In a futuristic London, the water levels have risen to the extent that the city streets are underwater, creating a grimy, sewage-filled world where cars have been replaced by boats. Think of a dirtier, rougher, sprawling Venice.

Leo Noiret is an ex-cop turned bodyguard and private investigator, who’s rescued from a corrupt cop by a wealthy and very attractive patron: a rich young woman who has everything, except any memory of her life up to the age of 19. She wants Leo to dig (or, more accurately, splash) around in the city’s underworld to try and find out who she is and why her memory’s been wiped.

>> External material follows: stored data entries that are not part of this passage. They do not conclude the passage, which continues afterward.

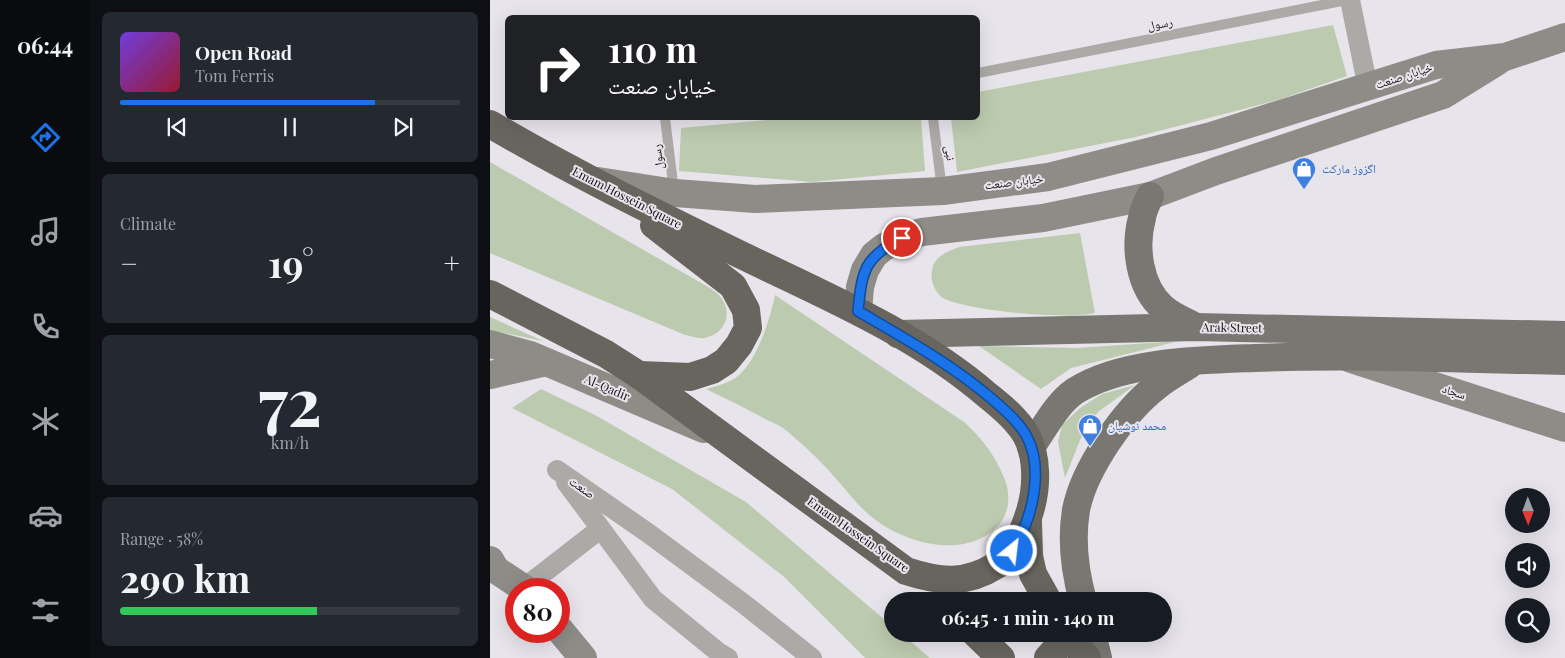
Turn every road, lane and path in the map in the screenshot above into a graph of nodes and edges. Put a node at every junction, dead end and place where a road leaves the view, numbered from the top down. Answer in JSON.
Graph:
{"nodes":[{"id":1,"x":1348,"y":0,"type":"edge"},
{"id":2,"x":1565,"y":37,"type":"edge"},
{"id":3,"x":1505,"y":57,"type":"junction"},
{"id":4,"x":980,"y":73,"type":"edge"},
{"id":5,"x":1368,"y":88,"type":"junction"},
{"id":6,"x":665,"y":120,"type":"edge"},
{"id":7,"x":933,"y":120,"type":"edge"},
{"id":8,"x":492,"y":124,"type":"edge"},
{"id":9,"x":599,"y":184,"type":"junction"},
{"id":10,"x":943,"y":191,"type":"junction"},
{"id":11,"x":675,"y":193,"type":"junction"},
{"id":12,"x":1150,"y":196,"type":"junction"},
{"id":13,"x":490,"y":294,"type":"edge"},
{"id":14,"x":858,"y":311,"type":"junction"},
{"id":15,"x":1196,"y":327,"type":"junction"},
{"id":16,"x":898,"y":334,"type":"junction"},
{"id":17,"x":1565,"y":335,"type":"edge"},
{"id":18,"x":490,"y":344,"type":"edge"},
{"id":19,"x":1342,"y":356,"type":"junction"},
{"id":20,"x":1196,"y":360,"type":"junction"},
{"id":21,"x":1565,"y":361,"type":"edge"},
{"id":22,"x":546,"y":362,"type":"junction"},
{"id":23,"x":490,"y":374,"type":"edge"},
{"id":24,"x":639,"y":375,"type":"junction"},
{"id":25,"x":1565,"y":428,"type":"edge"},
{"id":26,"x":722,"y":437,"type":"junction"},
{"id":27,"x":1031,"y":448,"type":"junction"},
{"id":28,"x":1028,"y":519,"type":"junction"},
{"id":29,"x":600,"y":529,"type":"junction"},
{"id":30,"x":492,"y":567,"type":"edge"},
{"id":31,"x":906,"y":571,"type":"junction"},
{"id":32,"x":509,"y":578,"type":"edge"},
{"id":33,"x":538,"y":578,"type":"edge"},
{"id":34,"x":930,"y":592,"type":"edge"},
{"id":35,"x":1043,"y":592,"type":"edge"},
{"id":36,"x":1081,"y":592,"type":"edge"},
{"id":37,"x":984,"y":642,"type":"edge"},
{"id":38,"x":1067,"y":642,"type":"edge"},
{"id":39,"x":1079,"y":642,"type":"edge"},
{"id":40,"x":1082,"y":642,"type":"edge"},
{"id":41,"x":570,"y":643,"type":"edge"},
{"id":42,"x":582,"y":658,"type":"edge"},
{"id":43,"x":728,"y":658,"type":"edge"},
{"id":44,"x":812,"y":658,"type":"edge"},
{"id":45,"x":1001,"y":658,"type":"edge"},
{"id":46,"x":1048,"y":658,"type":"edge"},
{"id":47,"x":1087,"y":658,"type":"edge"},
{"id":48,"x":1098,"y":658,"type":"edge"}],
"edges":[{"from":1,"to":4,"type":"lane","name":"رسول"},
{"from":1,"to":5,"type":"street"},
{"from":2,"to":3,"type":"main road"},
{"from":3,"to":5,"type":"main road","name":"خیابان صنعت"},
{"from":3,"to":12,"type":"main road"},
{"from":5,"to":10,"type":"main road","name":"خیابان صنعت"},
{"from":6,"to":11,"type":"lane","name":"رسول"},
{"from":7,"to":10,"type":"lane","name":"نبی"},
{"from":8,"to":9,"type":"highway","name":"Emam Hossein Square"},
{"from":9,"to":11,"type":"main road","name":"خیابان صنعت"},
{"from":9,"to":14,"type":"highway","name":"Emam Hossein Square"},
{"from":9,"to":24,"type":"highway"},
{"from":10,"to":11,"type":"main road","name":"خیابان صنعت"},
{"from":12,"to":14,"type":"main road"},
{"from":12,"to":15,"type":"main road"},
{"from":13,"to":24,"type":"highway","name":"Emam Hossein Square"},
{"from":14,"to":16,"type":"highway","name":"Emam Hossein Square"},
{"from":15,"to":16,"type":"main road","name":"Arak Street"},
{"from":15,"to":17,"type":"main road","name":"Arak Street"},
{"from":16,"to":27,"type":"highway","name":"Emam Hossein Square"},
{"from":18,"to":22,"type":"main road","name":"Al-Qadir"},
{"from":19,"to":20,"type":"main road"},
{"from":19,"to":21,"type":"main road"},
{"from":19,"to":25,"type":"main road","name":"سجاد"},
{"from":20,"to":27,"type":"main road"},
{"from":20,"to":36,"type":"main road"},
{"from":22,"to":23,"type":"main road"},
{"from":22,"to":26,"type":"main road","name":"Al-Qadir"},
{"from":24,"to":26,"type":"highway","name":"Emam Hossein Square"},
{"from":26,"to":31,"type":"highway","name":"Emam Hossein Square"},
{"from":27,"to":28,"type":"highway","name":"Emam Hossein Square"},
{"from":28,"to":31,"type":"highway","name":"Emam Hossein Square"},
{"from":28,"to":35,"type":"highway"},
{"from":29,"to":33,"type":"street"},
{"from":29,"to":43,"type":"street","name":"صنعت"},
{"from":29,"to":44,"type":"street","name":"صنعت"},
{"from":30,"to":32,"type":"main road"},
{"from":31,"to":34,"type":"highway"},
{"from":37,"to":45,"type":"highway"},
{"from":38,"to":46,"type":"highway"},
{"from":39,"to":47,"type":"highway"},
{"from":40,"to":48,"type":"main road"},
{"from":41,"to":42,"type":"main road"}]}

It’s not the first time noir has been merged with science fiction, but the execution is absolutely first class. Murray’s illustration is simply stunning, bringing a photorealistic touch but not shying away from comic exaggeration. His depiction of a submerged London is a marvel of shiny new future skyscrapers next to run-down, semi-submerged landmarks. Below the waterline he shows a filthy, grimy world of sunken rubbish and forgotten trash.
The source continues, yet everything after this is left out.